Sri Lanka came to bat in the second innings with a healthy lead of 112 runs. A second consecutive half-century from eventual Player of the Match, Roshen Silva, ensured the touring party would post a competitive target of 339 runs for Bangladesh with more than two days remaining in the second Test. It was Perera, who drew first blood in the final innings when he dismissed Bangladesh’s Tamim Iqbal in the second over of the innings. After Perera performed the opening rights, the focus shifted to the duo of Herath and Dananjaya, who wrapped up Bangladesh’s innings in less than 30 overs.
No Bangladesh batsman faced more than 51 balls, only four of the 11 batsmen reached the double figures and as the Test got to the mid-day of the third day, Sri Lankans emerged as winners of the Test series. Bangladesh dug their own grave by opting an overly spin-friendly track and things got out of hands for Bangladesh when Sri Lanka’s senior-most player, Rangana Herath, got back to wicket-taking. Herath, who went wicket-less in the first innings claimed 4 for 49 and in doing so, he became the most successful south-paw bowler in Test history.
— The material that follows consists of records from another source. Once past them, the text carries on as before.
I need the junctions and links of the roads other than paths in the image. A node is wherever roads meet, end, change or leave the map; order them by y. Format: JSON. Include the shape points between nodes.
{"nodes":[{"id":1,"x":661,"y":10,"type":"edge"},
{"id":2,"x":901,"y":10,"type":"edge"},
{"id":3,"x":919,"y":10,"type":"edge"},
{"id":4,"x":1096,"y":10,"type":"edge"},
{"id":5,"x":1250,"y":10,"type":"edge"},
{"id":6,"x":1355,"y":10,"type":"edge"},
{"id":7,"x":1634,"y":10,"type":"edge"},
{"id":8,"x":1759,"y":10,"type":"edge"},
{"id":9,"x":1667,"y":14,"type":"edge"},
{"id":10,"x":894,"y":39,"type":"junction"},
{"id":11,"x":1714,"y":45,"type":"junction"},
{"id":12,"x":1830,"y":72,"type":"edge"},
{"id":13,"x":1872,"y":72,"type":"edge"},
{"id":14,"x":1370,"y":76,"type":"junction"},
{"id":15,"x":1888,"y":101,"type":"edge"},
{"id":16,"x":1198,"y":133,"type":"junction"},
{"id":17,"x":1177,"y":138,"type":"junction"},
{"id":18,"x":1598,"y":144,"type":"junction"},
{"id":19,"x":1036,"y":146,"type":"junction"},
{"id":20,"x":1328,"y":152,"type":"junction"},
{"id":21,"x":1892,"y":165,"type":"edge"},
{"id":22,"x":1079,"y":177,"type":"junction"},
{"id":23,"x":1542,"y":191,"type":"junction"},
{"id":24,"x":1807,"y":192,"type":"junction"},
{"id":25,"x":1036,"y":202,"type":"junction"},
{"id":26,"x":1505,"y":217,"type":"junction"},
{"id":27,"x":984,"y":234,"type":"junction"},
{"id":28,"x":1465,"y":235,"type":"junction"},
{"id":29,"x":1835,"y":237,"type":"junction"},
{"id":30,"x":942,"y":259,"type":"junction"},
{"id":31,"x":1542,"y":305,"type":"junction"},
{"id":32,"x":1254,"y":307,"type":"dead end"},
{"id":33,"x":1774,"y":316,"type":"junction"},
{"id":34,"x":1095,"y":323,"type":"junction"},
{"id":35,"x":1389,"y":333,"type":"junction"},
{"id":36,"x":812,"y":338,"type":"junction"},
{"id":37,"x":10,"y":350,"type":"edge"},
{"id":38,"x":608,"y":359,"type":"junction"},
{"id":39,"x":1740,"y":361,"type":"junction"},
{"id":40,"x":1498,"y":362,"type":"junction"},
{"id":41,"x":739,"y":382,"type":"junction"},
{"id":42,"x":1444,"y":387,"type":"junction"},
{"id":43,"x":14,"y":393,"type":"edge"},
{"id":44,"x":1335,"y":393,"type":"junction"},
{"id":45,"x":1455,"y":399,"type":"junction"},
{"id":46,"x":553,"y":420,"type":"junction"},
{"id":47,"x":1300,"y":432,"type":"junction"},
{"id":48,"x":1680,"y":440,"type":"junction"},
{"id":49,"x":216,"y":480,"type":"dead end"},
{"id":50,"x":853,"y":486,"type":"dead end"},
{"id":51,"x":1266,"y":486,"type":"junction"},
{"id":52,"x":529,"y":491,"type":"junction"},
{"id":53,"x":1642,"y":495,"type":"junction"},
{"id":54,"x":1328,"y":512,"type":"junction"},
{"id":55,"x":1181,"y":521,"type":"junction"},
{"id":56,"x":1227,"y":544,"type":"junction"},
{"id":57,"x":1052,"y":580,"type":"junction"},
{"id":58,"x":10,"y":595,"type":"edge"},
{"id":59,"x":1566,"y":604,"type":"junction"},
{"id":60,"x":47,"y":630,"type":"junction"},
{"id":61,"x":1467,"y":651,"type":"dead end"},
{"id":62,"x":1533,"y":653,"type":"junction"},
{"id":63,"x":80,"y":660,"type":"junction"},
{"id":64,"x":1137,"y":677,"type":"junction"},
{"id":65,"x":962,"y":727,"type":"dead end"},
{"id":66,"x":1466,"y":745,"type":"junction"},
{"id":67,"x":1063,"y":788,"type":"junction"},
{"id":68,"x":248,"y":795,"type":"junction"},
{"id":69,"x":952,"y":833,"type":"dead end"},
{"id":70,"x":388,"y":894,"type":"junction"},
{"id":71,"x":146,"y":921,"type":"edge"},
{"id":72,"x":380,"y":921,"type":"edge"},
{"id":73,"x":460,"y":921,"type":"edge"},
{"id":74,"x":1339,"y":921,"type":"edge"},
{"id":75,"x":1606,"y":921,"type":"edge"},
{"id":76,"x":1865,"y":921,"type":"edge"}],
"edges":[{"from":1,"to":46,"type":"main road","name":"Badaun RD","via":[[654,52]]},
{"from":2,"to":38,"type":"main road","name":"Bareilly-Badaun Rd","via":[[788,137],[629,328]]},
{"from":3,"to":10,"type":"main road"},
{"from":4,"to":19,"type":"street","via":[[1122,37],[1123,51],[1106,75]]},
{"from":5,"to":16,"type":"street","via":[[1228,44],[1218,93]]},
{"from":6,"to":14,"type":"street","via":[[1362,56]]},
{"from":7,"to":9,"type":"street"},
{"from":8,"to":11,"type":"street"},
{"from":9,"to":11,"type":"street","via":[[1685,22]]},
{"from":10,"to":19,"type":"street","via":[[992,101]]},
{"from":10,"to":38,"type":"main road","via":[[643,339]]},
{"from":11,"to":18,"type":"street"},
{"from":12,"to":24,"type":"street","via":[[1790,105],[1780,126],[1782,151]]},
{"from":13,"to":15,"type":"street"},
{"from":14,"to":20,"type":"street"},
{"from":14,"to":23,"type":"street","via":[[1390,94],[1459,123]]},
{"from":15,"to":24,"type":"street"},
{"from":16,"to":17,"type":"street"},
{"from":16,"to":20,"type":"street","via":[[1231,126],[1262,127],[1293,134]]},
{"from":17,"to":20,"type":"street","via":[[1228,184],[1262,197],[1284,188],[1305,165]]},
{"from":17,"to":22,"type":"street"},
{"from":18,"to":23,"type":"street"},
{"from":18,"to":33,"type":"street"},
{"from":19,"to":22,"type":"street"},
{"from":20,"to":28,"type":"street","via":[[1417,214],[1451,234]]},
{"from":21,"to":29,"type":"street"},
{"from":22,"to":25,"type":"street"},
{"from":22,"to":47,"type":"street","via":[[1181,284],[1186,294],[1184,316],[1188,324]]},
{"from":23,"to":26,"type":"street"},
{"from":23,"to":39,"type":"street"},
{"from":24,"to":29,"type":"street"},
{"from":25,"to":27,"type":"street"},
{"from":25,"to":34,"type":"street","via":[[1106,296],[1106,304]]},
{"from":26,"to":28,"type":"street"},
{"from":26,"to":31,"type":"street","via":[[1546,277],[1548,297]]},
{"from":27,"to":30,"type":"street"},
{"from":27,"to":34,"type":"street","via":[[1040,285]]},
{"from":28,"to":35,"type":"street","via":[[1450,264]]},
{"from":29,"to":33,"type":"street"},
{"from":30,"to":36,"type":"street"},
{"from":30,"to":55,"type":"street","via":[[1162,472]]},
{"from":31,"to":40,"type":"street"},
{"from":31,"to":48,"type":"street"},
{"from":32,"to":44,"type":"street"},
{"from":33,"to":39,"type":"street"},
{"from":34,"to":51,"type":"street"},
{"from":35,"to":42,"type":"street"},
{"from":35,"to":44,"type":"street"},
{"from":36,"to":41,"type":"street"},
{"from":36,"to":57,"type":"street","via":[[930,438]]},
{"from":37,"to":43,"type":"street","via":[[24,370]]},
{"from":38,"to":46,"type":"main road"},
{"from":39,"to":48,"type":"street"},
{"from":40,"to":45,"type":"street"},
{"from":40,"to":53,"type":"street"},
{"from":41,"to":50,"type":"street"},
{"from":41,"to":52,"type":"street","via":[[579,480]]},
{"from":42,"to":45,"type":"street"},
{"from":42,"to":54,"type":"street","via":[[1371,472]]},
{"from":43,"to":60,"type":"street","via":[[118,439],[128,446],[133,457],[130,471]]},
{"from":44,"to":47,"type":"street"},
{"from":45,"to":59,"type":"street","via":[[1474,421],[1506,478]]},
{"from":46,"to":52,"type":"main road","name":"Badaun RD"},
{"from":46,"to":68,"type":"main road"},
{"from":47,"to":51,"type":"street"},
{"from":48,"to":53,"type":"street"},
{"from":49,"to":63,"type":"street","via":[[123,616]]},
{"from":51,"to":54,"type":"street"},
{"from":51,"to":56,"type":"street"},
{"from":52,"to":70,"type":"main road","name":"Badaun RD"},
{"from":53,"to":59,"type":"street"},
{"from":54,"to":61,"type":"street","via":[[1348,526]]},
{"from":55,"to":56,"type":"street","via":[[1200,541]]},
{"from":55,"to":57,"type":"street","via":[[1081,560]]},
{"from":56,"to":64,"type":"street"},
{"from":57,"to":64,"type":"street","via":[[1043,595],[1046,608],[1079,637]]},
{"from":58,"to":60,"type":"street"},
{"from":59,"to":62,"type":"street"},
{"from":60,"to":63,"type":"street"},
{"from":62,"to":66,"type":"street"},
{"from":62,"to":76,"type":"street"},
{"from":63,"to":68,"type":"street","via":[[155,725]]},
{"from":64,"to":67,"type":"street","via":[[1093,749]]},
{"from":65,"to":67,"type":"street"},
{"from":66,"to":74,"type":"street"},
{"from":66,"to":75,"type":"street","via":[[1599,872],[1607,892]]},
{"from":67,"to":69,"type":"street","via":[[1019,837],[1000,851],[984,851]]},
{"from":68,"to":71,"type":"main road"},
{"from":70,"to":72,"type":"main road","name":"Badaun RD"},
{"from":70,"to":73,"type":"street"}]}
With 415 Test wickets to his name, he surpassed legendary Wasim Akram’s 414 Test wickets.
Dananjaya’s maiden five-for
Since Bangladesh were not accustomed Dananjaya’s bowling yet, that put him on an advantageous position. The debutant with his varied spin bowling was the significant damage-maker in the final innings as he finished the Test with eight wickets and his maiden five-wicket haul. The overspin Dananjaya managed to bring was something that made him a difficult bowler to face. The dismissals he made were the testimony to it.
He leaped off the length anytime and when would that happen was a tough judgment to make that led to fall of the quick wickets. Bangladesh’s wicketkeeper-batsman, Liton Das, was struck on the gloves and caught at short leg; Sabbir Rahman was also caught off his glove; Dananjaya forced an edge from Mahmudullah when the delivery came on him and was caught at slip and Mehidy Hasan nicked a straighter ball. Dananjaya’s five-for happened following an excellent stumping from keeper Niroshan Dickwella to dismiss Abdur Razzak.
Dananjaya bowled only 15 overs in the entire Test, fewer than Herath and Perera, but the impact he created with his bowling will always be remembered as his stunning Test debut. A few months back, Dananjaya was brought into the Sri Lankan side as a limited-overs specialist but Sri Lankan board’s move to bring him into the Test side turned out to be a fantastic decision that allowed Sri Lanka to maintain their good streak in Bangladesh in the red-ball game.